D'Orient en Occident, l'épopée d'un gâteau voyageur
On imagine le pain d'épices né dans les villages alsaciens. Erreur. Ses racines plongent bien plus loin. Les Grecs de l'Antiquité confectionnaient déjà le « melitounta », un pain de sésame nappé de miel. Les Romains friaient leur « panis mellitus » avant de l'enrober de cette substance dorée qu'ils considéraient comme divine.
Mais c'est en Chine, au Xe siècle, que naît le véritable ancêtre : le « Mi-Kong », littéralement « pain de miel ». Ce gâteau servait de ration aux cavaliers de Gengis Khan. Pratique, nourrissant, il voyage avec les armées mongoles jusqu'au monde arabe.
Les Croisades font le reste. Les Européens découvrent cette douceur épicée en Terre Sainte et rapportent la recette. À l'époque, posséder de la cannelle, du gingembre ou du clou de girofle relevait du luxe. Ces épices venues d'Orient coûtaient une fortune. Le pain d'épices restait réservé aux tables nobles.
Comment l'Alsace adopte le pain d'épices
Les monastères cisterciens accueillent en premiers cette recette. En 1453, un texte mentionne déjà des pains d'épices sur les tables de Noël des moines de Marienthal, près d'Obernai. La tradition s'enracine.

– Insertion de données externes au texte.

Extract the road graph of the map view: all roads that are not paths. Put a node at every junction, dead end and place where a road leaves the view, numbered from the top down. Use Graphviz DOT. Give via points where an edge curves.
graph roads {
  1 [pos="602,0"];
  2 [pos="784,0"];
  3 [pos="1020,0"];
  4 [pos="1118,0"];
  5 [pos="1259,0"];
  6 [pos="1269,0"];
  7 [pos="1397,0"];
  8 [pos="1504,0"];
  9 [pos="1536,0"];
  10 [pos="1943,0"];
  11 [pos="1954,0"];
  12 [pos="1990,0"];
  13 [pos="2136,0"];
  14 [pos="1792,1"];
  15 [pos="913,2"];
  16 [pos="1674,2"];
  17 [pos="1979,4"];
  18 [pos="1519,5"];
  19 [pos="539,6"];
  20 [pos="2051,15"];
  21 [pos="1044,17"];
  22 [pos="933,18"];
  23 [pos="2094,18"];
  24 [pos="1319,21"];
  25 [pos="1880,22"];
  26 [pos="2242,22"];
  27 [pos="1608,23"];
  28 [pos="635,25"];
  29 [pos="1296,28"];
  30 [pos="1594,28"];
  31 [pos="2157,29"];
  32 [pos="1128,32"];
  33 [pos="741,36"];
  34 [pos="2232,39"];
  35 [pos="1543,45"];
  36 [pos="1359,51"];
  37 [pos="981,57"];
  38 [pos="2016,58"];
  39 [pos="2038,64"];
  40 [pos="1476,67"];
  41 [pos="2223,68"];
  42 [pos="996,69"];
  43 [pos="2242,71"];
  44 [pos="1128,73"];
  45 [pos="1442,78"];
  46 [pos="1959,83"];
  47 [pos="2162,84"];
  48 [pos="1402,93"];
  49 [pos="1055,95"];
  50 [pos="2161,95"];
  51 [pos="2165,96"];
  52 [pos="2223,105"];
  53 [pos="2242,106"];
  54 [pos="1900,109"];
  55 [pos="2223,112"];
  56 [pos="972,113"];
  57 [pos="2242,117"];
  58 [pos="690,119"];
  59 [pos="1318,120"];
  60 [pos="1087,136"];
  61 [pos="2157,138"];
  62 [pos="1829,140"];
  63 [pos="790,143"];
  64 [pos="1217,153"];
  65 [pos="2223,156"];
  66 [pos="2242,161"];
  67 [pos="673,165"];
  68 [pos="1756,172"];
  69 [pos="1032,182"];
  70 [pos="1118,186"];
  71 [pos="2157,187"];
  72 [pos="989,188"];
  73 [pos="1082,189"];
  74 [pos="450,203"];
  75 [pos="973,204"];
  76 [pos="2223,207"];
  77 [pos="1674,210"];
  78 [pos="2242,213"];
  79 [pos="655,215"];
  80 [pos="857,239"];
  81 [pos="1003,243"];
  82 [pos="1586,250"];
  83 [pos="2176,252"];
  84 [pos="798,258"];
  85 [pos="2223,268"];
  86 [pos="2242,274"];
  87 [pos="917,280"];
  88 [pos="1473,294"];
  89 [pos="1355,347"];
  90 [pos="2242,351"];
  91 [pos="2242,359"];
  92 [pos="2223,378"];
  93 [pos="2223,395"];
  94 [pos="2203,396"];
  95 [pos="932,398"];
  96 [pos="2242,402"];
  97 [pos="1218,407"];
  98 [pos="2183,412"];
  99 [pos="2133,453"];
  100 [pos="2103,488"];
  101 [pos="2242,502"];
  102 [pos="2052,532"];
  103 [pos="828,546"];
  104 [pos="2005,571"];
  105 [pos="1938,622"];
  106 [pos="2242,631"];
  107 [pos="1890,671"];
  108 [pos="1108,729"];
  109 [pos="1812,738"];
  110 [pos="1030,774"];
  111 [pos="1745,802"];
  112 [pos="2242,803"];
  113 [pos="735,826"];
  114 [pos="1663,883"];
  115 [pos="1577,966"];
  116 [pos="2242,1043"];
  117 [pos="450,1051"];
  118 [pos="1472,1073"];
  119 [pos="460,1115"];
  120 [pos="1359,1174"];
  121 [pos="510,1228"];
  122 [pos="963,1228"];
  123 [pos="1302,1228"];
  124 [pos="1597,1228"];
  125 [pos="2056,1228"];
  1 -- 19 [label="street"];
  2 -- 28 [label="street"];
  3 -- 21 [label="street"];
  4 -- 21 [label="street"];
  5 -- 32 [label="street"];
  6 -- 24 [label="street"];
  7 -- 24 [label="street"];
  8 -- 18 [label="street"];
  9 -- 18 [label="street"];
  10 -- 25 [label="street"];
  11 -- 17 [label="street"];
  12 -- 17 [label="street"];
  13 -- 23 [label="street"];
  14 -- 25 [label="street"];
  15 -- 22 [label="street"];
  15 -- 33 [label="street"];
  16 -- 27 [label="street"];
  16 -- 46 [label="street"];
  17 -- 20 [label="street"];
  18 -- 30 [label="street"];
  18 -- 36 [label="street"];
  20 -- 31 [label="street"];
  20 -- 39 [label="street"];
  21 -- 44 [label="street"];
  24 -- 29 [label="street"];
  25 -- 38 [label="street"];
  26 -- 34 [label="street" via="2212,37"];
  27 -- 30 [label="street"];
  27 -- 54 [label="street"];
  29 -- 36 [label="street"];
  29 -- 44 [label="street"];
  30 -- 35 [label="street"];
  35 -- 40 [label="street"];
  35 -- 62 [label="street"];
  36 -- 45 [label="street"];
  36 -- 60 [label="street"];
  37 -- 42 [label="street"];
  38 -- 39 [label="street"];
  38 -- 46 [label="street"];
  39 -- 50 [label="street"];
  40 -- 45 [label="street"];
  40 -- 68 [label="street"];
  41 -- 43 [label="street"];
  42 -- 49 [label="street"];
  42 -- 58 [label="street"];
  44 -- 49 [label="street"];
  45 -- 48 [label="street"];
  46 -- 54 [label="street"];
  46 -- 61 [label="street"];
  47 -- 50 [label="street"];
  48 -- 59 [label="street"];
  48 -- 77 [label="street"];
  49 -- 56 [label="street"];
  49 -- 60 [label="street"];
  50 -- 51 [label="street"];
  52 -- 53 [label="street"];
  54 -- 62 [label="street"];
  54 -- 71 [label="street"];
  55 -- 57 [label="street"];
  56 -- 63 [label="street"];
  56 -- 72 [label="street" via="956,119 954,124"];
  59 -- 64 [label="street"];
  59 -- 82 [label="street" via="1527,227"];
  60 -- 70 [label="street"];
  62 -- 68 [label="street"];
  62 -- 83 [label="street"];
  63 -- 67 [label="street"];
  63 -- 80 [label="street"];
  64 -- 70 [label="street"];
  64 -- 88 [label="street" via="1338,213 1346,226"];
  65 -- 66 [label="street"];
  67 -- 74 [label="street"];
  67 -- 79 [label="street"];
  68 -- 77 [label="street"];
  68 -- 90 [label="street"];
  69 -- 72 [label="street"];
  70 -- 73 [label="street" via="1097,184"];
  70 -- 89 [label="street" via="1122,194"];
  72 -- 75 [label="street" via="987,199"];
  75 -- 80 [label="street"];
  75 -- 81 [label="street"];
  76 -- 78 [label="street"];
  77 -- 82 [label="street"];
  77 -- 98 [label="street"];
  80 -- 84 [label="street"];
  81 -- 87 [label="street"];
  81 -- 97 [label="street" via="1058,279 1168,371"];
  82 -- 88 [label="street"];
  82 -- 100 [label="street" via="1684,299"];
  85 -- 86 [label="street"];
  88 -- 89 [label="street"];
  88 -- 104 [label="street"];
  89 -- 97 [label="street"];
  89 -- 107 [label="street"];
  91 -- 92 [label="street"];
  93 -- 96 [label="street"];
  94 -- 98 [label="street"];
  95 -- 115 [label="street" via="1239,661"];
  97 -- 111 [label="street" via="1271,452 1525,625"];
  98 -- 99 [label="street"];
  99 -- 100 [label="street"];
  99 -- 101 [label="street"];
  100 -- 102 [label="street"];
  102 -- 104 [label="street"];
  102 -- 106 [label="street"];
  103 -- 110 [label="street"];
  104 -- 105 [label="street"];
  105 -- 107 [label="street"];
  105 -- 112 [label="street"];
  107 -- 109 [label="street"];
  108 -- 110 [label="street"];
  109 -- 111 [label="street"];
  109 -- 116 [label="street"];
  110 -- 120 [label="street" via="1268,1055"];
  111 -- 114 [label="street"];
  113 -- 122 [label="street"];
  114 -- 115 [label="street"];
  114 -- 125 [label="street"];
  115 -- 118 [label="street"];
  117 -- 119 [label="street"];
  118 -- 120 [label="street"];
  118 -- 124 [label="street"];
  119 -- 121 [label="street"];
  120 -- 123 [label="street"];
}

À Reims, au XIVe siècle, les premiers « pains d'épiciers » français s'installent. Leur base : farine de seigle, miel, épices. L'Alsace développe rapidement sa propre identité. À la Renaissance, les « Lebküchler » deviennent si nombreux qu'ils créent leur corporation. Leur emblème ? Un ours tenant un bretzel, qu'on aperçoit encore au-dessus de certains ateliers de Gertwiller.
Gertwiller, le village qui sent bon le miel et la cannelle
Gertwiller. Ce nom résonne pour qui aime le pain d'épices. Niché entre Barr et Obernai, au pied du Mont Sainte-Odile, ce village détient le titre de capitale du pain d'épices depuis le XVIIIe siècle.
Premier fabricant répertorié : Andréas Schmidt en 1727. Ses parents tenaient déjà un atelier à Mittelbergheim. Vers 1900, ce village de 800 habitants comptait huit ou neuf fabriques de pain d'épices. Impressionnant.
Lors de la « Messti », la fête du village, chaque localité alsacienne avait son stand de pain d'épices de Gertwiller. Les amoureux s'offraient des cœurs décorés. Les conscrits en vendaient pendant leurs tournées. Les enfants collectionnaient les images gaufrées qui ornaient ces petits trésors sucrés.
Aujourd'hui, Gertwiller perpétue cette tradition. Des maisons comme Fortwenger, établie depuis 1768, transmettent leur savoir-faire depuis neuf générations. Michel Habsiger, artisan installé à Gertwiller depuis 1977, explique que « le pain d'épices sent bon la cannelle dès qu'on pousse la porte de l'atelier ». Pour découvrir ces trésors artisanaux, un pain d'épices traditionnel reste le meilleur moyen de voyager au cœur de cette histoire.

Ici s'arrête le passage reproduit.